**PROBLEM TO SOLVE:** Return the data below, unchanged.

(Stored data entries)
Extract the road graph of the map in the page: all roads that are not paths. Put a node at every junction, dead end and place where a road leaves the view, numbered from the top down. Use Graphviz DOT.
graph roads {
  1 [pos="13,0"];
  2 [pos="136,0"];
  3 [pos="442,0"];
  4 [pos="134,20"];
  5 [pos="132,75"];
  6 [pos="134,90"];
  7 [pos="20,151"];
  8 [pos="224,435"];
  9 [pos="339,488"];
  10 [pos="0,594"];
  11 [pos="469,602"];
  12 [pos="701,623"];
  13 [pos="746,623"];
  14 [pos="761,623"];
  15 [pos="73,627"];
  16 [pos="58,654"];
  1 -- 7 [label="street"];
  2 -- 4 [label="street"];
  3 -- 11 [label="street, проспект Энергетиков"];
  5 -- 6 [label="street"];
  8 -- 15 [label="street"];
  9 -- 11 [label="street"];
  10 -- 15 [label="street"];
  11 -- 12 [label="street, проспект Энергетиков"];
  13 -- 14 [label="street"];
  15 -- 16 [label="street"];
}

**THE COMPLETED TASK:**
Extract the road graph of the map in the page: all roads that are not paths. Put a node at every junction, dead end and place where a road leaves the view, numbered from the top down. Use Graphviz DOT.
graph roads {
  1 [pos="13,0"];
  2 [pos="136,0"];
  3 [pos="442,0"];
  4 [pos="134,20"];
  5 [pos="132,75"];
  6 [pos="134,90"];
  7 [pos="20,151"];
  8 [pos="224,435"];
  9 [pos="339,488"];
  10 [pos="0,594"];
  11 [pos="469,602"];
  12 [pos="701,623"];
  13 [pos="746,623"];
  14 [pos="761,623"];
  15 [pos="73,627"];
  16 [pos="58,654"];
  1 -- 7 [label="street"];
  2 -- 4 [label="street"];
  3 -- 11 [label="street, проспект Энергетиков"];
  5 -- 6 [label="street"];
  8 -- 15 [label="street"];
  9 -- 11 [label="street"];
  10 -- 15 [label="street"];
  11 -- 12 [label="street, проспект Энергетиков"];
  13 -- 14 [label="street"];
  15 -- 16 [label="street"];
}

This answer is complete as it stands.